Amerindian tribes were referred to by various names: Yaio, Nepuyo, Chaima, Warao, Kalipuna, Carinepogoto, Garini, Aruaca. Amerindian words and place names survive into the present: the Caroni and Oropouche rivers; the Tamana and Aripo mountains; places such as Arima, Paria, Arouca, Caura, Tunapuna, Tacarigua, Couva, Mucurapo, Chaguanas, Carapichaima, Guaico, Mayaro, Guayaguayare; flora such as cassava, maize, cacao, tobacco, and fauna such as manicou and agouti.

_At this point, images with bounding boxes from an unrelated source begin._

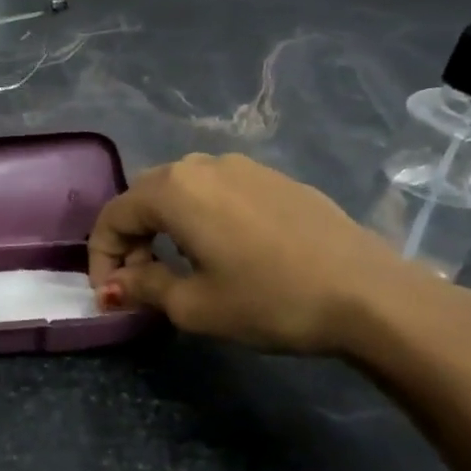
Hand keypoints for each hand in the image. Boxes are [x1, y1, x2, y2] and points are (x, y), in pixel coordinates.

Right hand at [87, 152, 446, 354]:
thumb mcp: (193, 305)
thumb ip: (143, 287)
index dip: (100, 258)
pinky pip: (218, 192)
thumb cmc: (269, 300)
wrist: (370, 295)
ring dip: (164, 227)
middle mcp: (202, 165)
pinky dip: (200, 218)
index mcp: (173, 190)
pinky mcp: (276, 178)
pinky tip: (221, 251)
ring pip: (181, 191)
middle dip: (130, 239)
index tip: (108, 296)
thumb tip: (117, 284)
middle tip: (137, 282)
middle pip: (143, 197)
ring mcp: (244, 167)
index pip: (113, 216)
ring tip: (175, 266)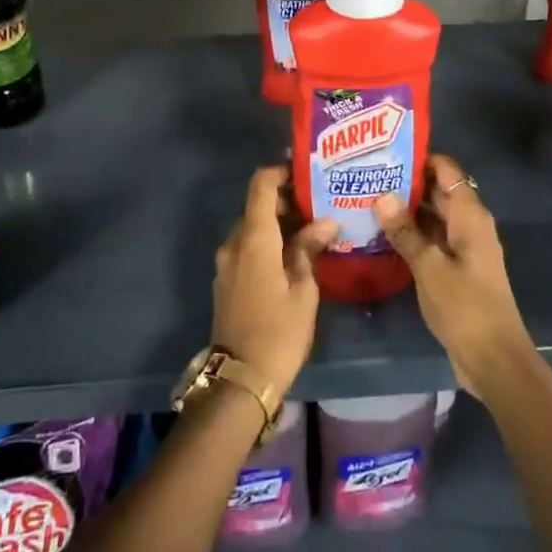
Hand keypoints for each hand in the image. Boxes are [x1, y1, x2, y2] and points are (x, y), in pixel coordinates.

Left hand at [211, 166, 335, 399]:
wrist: (240, 379)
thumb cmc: (279, 331)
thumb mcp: (303, 290)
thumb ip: (310, 249)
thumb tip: (325, 221)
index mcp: (253, 238)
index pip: (261, 186)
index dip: (280, 172)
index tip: (306, 173)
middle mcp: (234, 243)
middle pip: (257, 207)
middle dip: (286, 202)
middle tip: (320, 206)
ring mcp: (226, 263)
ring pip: (252, 229)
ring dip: (278, 225)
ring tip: (313, 232)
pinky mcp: (226, 282)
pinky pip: (247, 249)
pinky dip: (268, 244)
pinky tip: (293, 258)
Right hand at [374, 154, 533, 399]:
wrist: (494, 359)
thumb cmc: (465, 307)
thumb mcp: (429, 267)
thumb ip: (405, 231)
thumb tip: (382, 195)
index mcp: (470, 216)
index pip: (446, 170)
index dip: (419, 157)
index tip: (385, 149)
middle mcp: (469, 225)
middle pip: (438, 191)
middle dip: (406, 181)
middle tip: (366, 173)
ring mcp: (463, 248)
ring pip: (433, 216)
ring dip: (405, 209)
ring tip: (365, 197)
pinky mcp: (456, 269)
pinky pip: (431, 239)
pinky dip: (411, 233)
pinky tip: (380, 233)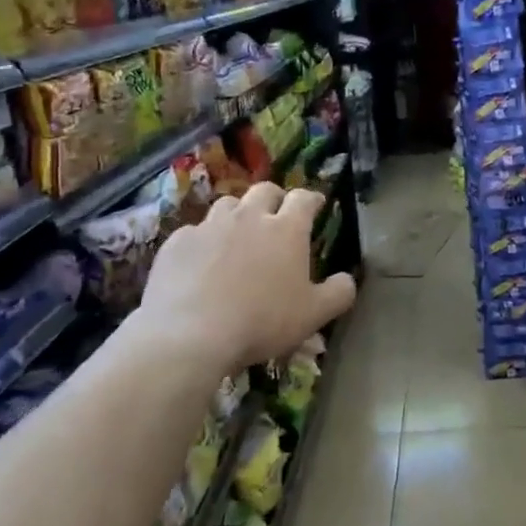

Trinidad's Amerindians formed part of large regional island-to-island and island-to-mainland trading networks; the Warao of Venezuela, who still exist, were frequent vistors until only recent times. The Amerindians developed the canoe, the bow and arrow, and the ajoupa. Amerindian cuisine is enjoyed by many Trinidadians: Cassava bread and Farine; Warap; barbecued wild game; corn pastelles; coffee; cocoa; chardon beni.
The Amerindians also gave Trinidad and Tobago its first major rebellion in the name of freedom: the Arena uprising of 1699, led by Chief Hyarima. In 1783 Trinidad's Amerindians were displaced from their lands to make way for the influx of French planters and their African slaves. In 1759 the Mission of Arima was formed, consolidated and enlarged in 1785, and the Amerindians were to have had control of 2,000 acres of land.
A number of tribes were pressed into Arima, mostly Nepuyo, and generically referred to as either "Caribe" or "Indio" -- Arima was the last Mission Town. Parang, utilizing both Spanish and Amerindian musical instruments, emerged from the evangelization of the Amerindians. The Caribs in Arima , converted to Catholicism, were led by a Titular Queen.
The histories of major towns such as Arima and Siparia, two large former Amerindian Mission Towns, have given us Trinidad's two oldest festivals: The Santa Rosa Festival of Arima, and La Divina Pastora in Siparia. The Santa Rosa Carib Community is the last remaining organized group of people identifying with an Amerindian identity and way of life. At least 12,000 people in Northeast Trinidad are of Amerindian descent.